What to work on: Read the data below. Every line holding the string "Dugnadveien" must be copied.

*** Opening of Provided records ***

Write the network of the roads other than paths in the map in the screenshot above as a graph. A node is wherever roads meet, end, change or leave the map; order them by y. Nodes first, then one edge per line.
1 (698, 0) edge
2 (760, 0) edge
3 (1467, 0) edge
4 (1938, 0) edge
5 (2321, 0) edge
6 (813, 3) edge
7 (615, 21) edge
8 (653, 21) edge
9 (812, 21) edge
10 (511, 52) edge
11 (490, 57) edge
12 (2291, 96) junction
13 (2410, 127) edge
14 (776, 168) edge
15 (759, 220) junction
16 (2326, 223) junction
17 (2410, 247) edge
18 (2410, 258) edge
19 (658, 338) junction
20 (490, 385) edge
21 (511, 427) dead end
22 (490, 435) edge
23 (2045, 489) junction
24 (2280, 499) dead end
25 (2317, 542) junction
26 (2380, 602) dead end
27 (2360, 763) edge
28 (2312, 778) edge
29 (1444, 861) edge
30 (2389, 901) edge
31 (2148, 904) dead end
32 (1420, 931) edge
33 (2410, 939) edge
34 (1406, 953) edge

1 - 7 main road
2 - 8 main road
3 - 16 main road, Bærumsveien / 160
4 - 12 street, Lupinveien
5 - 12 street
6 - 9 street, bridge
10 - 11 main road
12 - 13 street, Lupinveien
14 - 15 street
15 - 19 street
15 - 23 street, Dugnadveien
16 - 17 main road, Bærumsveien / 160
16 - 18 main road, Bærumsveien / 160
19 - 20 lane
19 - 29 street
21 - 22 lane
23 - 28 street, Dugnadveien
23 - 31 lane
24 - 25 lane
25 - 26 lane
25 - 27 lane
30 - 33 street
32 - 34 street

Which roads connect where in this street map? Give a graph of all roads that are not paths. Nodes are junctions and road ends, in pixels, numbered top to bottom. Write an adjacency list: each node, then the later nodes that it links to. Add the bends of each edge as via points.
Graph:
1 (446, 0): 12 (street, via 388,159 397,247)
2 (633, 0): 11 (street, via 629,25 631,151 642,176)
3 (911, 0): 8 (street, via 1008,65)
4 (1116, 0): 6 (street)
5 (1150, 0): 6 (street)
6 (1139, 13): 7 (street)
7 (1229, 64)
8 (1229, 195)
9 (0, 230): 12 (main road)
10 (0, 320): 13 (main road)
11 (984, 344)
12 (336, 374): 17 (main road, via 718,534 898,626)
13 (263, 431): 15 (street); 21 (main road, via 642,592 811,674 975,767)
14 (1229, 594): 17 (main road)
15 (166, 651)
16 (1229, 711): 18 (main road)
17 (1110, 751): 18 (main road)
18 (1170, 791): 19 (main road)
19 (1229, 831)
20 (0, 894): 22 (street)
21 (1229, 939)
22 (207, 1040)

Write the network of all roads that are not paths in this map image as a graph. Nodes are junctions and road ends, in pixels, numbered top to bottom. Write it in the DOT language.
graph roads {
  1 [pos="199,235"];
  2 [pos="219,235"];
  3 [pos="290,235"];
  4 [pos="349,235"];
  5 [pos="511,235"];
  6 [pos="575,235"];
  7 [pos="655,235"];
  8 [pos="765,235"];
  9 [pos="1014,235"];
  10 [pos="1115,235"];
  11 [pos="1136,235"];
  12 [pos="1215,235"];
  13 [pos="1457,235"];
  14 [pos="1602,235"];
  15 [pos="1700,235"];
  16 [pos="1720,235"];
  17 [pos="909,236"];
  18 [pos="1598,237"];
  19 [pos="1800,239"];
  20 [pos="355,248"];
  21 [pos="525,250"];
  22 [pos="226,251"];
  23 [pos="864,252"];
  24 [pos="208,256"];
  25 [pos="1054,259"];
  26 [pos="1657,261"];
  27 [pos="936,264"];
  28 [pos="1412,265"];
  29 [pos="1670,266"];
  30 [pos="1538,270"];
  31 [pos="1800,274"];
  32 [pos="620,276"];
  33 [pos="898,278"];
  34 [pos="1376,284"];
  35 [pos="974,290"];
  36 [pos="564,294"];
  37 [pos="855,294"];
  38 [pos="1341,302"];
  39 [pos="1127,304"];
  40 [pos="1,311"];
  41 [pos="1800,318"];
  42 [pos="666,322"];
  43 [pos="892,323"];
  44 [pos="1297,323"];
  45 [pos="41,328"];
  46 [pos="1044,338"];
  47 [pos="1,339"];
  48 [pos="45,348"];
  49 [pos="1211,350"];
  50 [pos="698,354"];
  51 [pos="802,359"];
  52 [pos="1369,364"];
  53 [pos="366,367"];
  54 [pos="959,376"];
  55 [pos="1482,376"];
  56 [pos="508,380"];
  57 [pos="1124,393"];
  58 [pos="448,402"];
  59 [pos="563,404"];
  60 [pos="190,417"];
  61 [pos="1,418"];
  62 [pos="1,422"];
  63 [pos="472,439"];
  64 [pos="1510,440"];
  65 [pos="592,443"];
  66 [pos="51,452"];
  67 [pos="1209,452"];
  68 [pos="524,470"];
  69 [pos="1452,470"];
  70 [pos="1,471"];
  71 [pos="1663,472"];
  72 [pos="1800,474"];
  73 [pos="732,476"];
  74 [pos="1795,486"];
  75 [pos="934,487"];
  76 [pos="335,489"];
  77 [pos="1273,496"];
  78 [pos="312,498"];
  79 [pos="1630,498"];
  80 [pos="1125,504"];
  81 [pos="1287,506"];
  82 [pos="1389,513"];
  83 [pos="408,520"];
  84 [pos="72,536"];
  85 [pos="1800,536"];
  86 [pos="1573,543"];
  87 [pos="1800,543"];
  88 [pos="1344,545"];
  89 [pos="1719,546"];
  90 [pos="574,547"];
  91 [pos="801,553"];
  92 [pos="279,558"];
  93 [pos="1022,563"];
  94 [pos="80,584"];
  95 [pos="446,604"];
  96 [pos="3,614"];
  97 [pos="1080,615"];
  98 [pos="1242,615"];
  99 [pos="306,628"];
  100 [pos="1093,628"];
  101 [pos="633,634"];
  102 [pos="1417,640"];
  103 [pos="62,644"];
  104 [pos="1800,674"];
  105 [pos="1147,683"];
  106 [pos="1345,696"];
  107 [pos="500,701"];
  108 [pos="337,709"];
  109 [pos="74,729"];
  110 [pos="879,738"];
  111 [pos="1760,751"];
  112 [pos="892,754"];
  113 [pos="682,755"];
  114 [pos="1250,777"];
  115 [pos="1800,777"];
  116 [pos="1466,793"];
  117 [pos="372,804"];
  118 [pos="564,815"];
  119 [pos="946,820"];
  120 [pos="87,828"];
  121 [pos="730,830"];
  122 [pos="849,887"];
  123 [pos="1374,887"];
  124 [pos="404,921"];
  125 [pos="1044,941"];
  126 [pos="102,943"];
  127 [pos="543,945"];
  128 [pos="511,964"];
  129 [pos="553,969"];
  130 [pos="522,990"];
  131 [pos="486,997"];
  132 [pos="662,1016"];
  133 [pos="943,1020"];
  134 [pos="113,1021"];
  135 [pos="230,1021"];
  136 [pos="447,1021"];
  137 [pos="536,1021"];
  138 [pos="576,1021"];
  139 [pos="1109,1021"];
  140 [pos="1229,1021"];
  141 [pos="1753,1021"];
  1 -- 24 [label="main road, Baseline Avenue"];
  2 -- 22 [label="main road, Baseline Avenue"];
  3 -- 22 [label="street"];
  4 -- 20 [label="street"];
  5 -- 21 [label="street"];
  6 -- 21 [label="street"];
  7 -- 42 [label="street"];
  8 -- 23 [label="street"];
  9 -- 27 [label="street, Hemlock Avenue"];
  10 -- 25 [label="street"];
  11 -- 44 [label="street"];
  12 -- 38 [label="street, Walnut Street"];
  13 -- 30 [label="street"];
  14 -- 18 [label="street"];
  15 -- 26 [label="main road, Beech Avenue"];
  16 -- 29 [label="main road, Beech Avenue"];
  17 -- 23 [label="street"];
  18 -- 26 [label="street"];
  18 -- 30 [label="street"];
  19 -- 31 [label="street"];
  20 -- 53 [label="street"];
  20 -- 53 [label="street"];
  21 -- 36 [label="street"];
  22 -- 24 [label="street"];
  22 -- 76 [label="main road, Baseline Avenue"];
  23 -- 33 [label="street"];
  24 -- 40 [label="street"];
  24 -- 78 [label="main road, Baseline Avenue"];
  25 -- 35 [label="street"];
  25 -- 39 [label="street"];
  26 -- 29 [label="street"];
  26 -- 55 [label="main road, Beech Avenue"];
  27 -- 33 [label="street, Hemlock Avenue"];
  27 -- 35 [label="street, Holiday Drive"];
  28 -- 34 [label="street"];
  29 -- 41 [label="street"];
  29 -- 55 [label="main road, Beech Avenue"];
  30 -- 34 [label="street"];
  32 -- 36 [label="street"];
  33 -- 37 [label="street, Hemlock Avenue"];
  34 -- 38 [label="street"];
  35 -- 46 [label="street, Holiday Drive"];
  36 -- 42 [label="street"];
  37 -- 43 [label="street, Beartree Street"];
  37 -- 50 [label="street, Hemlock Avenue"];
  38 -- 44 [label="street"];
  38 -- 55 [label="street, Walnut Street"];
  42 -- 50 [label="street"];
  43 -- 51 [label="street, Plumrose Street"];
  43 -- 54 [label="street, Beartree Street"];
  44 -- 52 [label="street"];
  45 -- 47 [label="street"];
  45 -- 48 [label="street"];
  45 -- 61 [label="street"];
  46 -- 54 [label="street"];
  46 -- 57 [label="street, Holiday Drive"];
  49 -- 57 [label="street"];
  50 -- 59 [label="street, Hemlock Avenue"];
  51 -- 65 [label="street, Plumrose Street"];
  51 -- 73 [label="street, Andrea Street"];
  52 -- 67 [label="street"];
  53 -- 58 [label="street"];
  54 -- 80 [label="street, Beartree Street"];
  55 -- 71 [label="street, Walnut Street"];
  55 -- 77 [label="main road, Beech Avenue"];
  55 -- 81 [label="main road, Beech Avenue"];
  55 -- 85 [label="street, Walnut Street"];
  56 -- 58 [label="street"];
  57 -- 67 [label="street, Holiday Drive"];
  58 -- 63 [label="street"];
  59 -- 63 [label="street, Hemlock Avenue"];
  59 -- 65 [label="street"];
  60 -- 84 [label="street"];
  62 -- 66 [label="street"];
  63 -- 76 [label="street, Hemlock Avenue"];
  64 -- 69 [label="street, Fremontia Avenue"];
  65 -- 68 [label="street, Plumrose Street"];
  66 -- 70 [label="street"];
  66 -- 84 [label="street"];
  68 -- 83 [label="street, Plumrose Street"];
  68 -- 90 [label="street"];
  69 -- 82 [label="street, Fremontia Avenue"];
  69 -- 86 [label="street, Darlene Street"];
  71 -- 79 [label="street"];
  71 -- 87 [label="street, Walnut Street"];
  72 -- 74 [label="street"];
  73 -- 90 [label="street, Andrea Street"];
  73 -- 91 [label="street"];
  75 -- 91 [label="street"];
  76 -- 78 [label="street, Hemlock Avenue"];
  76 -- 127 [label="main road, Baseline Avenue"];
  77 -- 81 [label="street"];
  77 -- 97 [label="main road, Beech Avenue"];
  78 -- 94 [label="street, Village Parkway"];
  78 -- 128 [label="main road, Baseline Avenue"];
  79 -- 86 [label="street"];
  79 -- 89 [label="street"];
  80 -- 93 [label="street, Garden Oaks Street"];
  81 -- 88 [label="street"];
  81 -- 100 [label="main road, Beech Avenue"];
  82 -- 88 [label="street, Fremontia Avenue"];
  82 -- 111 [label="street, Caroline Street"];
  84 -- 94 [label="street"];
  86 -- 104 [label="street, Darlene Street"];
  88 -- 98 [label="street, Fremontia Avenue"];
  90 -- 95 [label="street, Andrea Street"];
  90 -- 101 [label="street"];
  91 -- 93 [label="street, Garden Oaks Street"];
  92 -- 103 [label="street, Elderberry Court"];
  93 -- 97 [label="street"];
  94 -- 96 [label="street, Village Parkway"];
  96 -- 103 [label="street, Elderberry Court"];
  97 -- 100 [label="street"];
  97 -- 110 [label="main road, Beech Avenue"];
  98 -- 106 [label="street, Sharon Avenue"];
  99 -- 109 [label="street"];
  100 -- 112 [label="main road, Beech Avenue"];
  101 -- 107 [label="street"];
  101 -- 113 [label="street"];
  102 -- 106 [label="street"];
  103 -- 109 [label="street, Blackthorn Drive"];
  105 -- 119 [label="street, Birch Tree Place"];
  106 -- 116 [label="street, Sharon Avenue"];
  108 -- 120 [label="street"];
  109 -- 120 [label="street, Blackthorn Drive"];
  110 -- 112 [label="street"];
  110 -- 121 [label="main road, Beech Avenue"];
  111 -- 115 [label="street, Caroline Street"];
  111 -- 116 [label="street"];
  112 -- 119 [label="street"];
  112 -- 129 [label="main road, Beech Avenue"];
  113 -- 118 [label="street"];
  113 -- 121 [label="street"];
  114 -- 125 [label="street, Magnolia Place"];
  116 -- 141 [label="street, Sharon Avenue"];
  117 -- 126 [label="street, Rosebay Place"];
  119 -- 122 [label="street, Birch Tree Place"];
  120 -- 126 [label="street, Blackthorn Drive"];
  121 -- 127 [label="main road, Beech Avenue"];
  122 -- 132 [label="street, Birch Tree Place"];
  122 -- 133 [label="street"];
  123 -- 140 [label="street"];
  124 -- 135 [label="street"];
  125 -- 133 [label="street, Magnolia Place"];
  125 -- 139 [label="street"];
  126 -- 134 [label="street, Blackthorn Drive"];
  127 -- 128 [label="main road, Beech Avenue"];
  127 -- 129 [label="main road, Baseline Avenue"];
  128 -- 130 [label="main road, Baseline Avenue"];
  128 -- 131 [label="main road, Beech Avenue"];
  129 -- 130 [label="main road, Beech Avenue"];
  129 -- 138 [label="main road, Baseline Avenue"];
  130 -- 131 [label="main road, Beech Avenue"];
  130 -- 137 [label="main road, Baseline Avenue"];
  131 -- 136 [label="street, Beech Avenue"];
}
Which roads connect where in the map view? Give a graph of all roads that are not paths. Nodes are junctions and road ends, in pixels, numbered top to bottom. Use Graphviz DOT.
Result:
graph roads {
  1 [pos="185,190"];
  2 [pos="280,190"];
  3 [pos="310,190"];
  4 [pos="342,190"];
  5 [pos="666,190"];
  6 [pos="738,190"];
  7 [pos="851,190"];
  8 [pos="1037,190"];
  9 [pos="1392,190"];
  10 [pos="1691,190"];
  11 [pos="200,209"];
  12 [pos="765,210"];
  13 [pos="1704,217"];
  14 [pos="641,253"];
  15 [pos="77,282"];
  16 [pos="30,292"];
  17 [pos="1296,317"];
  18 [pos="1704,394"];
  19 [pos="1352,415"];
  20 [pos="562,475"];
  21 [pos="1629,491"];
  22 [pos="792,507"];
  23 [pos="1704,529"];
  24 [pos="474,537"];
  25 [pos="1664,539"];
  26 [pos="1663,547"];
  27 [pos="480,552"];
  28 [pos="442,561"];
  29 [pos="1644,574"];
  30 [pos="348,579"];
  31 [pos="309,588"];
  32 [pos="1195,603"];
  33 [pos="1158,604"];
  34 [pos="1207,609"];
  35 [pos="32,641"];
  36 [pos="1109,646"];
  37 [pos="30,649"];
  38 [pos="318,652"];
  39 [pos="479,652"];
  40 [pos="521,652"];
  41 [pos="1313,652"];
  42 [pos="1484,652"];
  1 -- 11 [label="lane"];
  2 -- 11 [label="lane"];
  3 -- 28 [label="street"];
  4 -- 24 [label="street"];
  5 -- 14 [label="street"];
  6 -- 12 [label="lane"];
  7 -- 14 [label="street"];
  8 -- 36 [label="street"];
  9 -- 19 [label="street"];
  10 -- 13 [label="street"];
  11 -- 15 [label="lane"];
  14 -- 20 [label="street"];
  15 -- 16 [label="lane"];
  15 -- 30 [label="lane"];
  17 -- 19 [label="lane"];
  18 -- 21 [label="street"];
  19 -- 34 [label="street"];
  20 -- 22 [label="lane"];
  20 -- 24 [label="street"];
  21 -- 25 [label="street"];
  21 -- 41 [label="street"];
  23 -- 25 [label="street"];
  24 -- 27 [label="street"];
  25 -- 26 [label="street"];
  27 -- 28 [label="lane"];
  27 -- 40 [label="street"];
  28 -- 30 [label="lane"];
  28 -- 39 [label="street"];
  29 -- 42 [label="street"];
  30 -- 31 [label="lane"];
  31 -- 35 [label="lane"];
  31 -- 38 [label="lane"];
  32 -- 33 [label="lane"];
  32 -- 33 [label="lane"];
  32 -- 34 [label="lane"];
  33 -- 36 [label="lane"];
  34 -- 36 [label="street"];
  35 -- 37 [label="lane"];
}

*** Close of Provided records ***

Answer to this exercise:
15 - 23 street, Dugnadveien
23 - 28 street, Dugnadveien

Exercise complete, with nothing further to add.